I once heard somewhere that if you have the talent or ability to make people smile, it is your duty to develop that and to share it with others. That’s been one of the principles I always go back to and try to pass down to my sons. My boys are not old enough yet to “get it” completely, But I’ve been able to make them interested in it by combining charitable work with one of our main obsessions: Star Wars.
I grew up with Star Wars. Some of my fondest memories growing up involve things I did with my parents that were centered around this franchise. Once I became a parent, I knew it was my duty to pass on the gift to my kids. I started early: We had Star Wars toys, posters, and pajamas. I watched the movies with them and answered every question they had without spoiling anything. Eventually, they started quoting lines from the movies to each other. They made their own costumes. It wasn’t until I was watching Raiders of the Lost Ark with my oldest son when he told me, very matter-of-factly, “Indiana Jones is a Space Cowboy” that I knew they had arrived.

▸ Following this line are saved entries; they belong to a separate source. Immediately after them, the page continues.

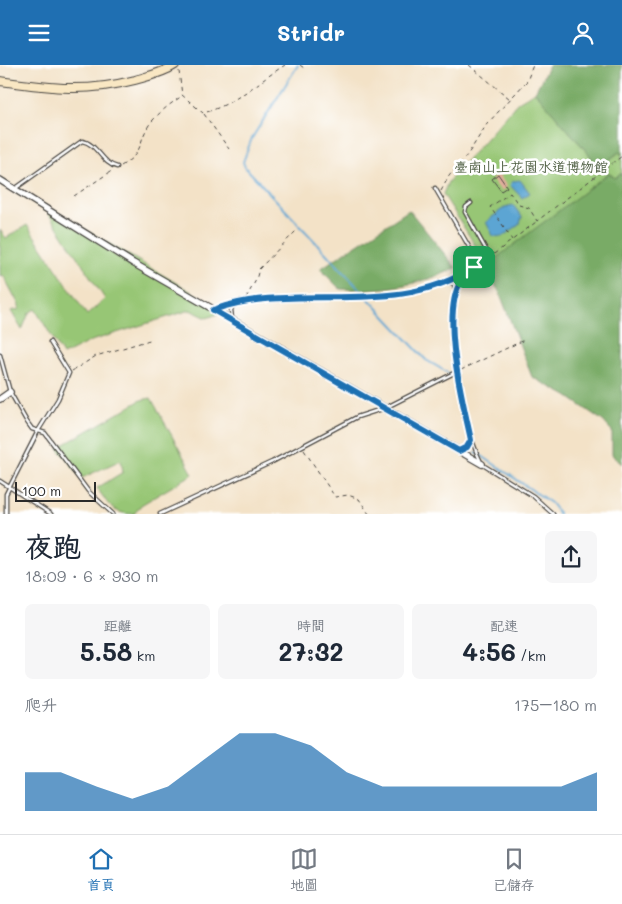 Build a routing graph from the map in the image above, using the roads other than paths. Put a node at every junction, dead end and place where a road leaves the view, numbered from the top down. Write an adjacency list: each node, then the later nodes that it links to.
1 (177, 65): 2 (main road)
2 (0, 81)
3 (117, 167): 6 (lane)
4 (0, 180): 6 (street)
5 (435, 188): 8 (lane)
6 (14, 189): 13 (street)
7 (472, 203): 8 (lane)
8 (479, 264): 9 (lane)
9 (474, 267): 10 (lane); 11 (lane)
10 (447, 281): 11 (lane); 12 (lane)
11 (456, 293): 17 (lane)
12 (235, 303): 13 (lane); 14 (lane)
13 (213, 310): 14 (street)
14 (232, 320): 20 (street)
15 (50, 342): 21 (lane)
16 (0, 355): 18 (lane)
17 (458, 371): 20 (lane); 22 (lane)
18 (10, 393): 19 (street); 21 (lane)
19 (0, 399)
20 (384, 408): 23 (street); 30 (lane)
21 (38, 431): 26 (lane); 29 (lane)
22 (471, 440): 23 (lane); 24 (lane)
23 (459, 451): 24 (street)
24 (482, 464): 31 (lane)
25 (0, 481): 26 (lane)
26 (9, 487): 27 (lane); 28 (lane)
27 (6, 514)
28 (52, 514)
29 (113, 514)
30 (160, 514)
31 (553, 514)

And I was able to transfer our love of a galaxy far, far away through the 501st. Named after the elite military division known as “Vader’s Fist”, the 501st is a charitable organization solely dedicated to crafting screen-accurate Star Wars costumes of everything from Storm Troopers to Sith Lords and wearing them to surprise fans in need. We visit hospitals and participate in fundraising walks for causes such as autism awareness and cystic fibrosis. It’s also a great way to give back and show off your costume-creating chops to other similarly Star Wars obsessed Storm Troopers.
The first 501st event I took my kids to was for a terminal cancer patient named Dave. He wasn’t doing well and wanted to see The Last Jedi with his family. After the local theatre reserved an entire auditorium for his family and friends, his wife reached out to the 501st. The group moderators posted about the event on the forums and I signed us up immediately.
When I told my boys about it, they were thrilled. We packed up my Stormtrooper armor as well as Jawa robes for one of my sons and a mini Biker Scout for the other. Dave had no idea the 501st would be there. It was a total surprise. So when, after the film, his wife wheeled him into the lobby, attached to monitors and an oxygen tank, he was greeted by 35 or so authentic Star Wars characters. The smile on his face was tremendous. I don’t think he stopped smiling the entire time he was there.
We posted for hundreds of photos with Dave, his friends, and family. Many of the 501st are helmeted characters and that’s a good thing, because although we may look menacing, there was a shortage of dry eyes that day. During one of my breaks, my oldest son asked me what was going to happen to Dave. I told him the truth, that he was really sick and was probably not going to be around much longer. Fully clad in armor with the exception of his helmet, my son didn’t respond for a second or two. Then he said: “Then I’m glad we came to meet him before that happened. And I’m glad he got to see The Last Jedi with us. He looks happy right now.” Then he casually put on his helmet and ran back out to take some more pictures.
It took me a minute or two to compose myself before I went back to pose for some more pictures. I saw a group of fans banding together to fulfill a man’s final request; I saw my youngest playing hide and seek, dressed like a Jawa, in the lobby with some of the smaller kids that came to the event.
To share such moments with my kids feels good on so many levels and I’m so grateful they’re willing to share it with me. We’ll continue working with the 501st as long as we can. I think it makes us better people. I hope it does, at least.
Now that Disney has supplied us with a new movie every year, my boys and I will have more Star Wars stories to look forward to and discuss. It’s a bond I hope will remain as they grow older and become men. In any case, I know that, thanks to the 501st, the force will always be strong with them.